He was right. Young William, though he viewed with contempt Henry’s inferior state, was far less happy than he. His marriage had been the very counterpart of his father’s; and having no child to create affection to his home, his study was the only relief from that domestic incumbrance called his wife; and though, by unremitting application there (joined to the influence of the potent relations of the woman he hated), he at length arrived at the summit of his ambitious desires, still they poorly repaid him for the sacrifice he had made in early life of every tender disposition.

Striding through a list of rapid advancements in the profession of the law, at the age of thirty-eight he found himself raised to a preferment such as rarely falls to the share of a man of his short experience—he found himself invested with a judge’s robe; and, gratified by the exalted office, curbed more than ever that aversion which her want of charms or sympathy had produced against the partner of his honours.

While William had thus been daily rising in fortune’s favour, poor Agnes had been daily sinking deeper and deeper under fortune’s frowns: till at last she became a midnight wanderer through the streets of London, soliciting, or rudely demanding, money of the passing stranger. Sometimes, hunted by the watch, she affrighted fled from street to street, from portico to portico; and once, unknowing in her fear which way she hurried, she found her trembling knees had sunk, and her wearied head was reclined against the stately pillars that guarded William’s door.
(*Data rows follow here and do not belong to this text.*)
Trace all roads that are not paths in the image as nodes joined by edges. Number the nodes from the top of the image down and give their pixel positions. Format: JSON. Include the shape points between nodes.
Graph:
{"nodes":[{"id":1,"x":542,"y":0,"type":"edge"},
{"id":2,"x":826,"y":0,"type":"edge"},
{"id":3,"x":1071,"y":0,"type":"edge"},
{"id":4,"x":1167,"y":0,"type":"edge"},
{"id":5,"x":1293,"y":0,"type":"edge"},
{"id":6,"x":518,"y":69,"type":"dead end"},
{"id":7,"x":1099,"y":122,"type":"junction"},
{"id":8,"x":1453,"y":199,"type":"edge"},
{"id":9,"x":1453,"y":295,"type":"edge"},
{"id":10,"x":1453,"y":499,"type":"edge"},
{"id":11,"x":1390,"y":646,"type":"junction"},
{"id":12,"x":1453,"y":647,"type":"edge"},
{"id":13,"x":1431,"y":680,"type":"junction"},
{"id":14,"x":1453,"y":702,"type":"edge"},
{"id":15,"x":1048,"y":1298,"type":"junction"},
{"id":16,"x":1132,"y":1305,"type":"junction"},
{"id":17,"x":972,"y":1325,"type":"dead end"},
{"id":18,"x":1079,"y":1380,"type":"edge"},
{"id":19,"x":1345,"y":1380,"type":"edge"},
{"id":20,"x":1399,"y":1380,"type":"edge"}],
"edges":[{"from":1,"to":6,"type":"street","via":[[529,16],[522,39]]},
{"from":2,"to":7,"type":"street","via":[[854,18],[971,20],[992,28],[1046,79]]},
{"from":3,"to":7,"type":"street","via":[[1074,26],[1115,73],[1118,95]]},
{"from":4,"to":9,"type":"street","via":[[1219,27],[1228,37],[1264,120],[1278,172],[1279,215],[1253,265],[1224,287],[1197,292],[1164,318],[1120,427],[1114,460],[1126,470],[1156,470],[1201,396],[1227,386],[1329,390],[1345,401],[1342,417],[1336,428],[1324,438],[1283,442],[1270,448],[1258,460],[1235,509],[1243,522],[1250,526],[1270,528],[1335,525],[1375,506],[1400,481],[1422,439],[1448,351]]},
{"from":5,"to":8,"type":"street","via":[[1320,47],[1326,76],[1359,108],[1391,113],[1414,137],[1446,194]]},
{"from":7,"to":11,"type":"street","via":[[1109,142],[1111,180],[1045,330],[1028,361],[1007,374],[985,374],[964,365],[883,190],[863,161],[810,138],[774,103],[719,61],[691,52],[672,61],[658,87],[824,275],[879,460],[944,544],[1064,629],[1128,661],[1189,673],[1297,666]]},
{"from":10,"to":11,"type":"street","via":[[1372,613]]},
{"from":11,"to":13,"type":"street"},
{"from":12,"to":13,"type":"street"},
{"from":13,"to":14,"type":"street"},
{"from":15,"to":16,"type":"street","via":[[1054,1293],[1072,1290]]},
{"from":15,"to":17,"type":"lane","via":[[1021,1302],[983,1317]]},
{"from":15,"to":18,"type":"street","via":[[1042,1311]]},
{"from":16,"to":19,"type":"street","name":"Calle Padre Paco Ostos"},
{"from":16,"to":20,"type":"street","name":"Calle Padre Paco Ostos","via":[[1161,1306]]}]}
At the sudden recollection where she was, a swell of passion, composed of horror, of anger, of despair, and love, gave reanimated strength to her failing limbs; and, regardless of her pursuer’s steps, she ran to the centre of the street, and, looking up to the windows of the mansion, cried, “Ah! there he sleeps in quiet, in peace, in ease—he does not even dream of me—he does not care how the cold pierces, or how the people persecute me! He does not thank me for all the lavish love I have borne him and his child! His heart is so hard, he does not even recollect that it was he who brought me to ruin.”

Had these miseries, common to the unhappy prostitute, been alone the punishment of Agnes—had her crimes and sufferings ended in distress like this, her story had not perhaps been selected for a public recital; for it had been no other than the customary history of thousands of her sex. But Agnes had a destiny yet more fatal. Unhappily, she was endowed with a mind so sensibly alive to every joy, and every sorrow, to every mark of kindness, every token of severity, so liable to excess in passion, that, once perverted, there was no degree of error from which it would revolt.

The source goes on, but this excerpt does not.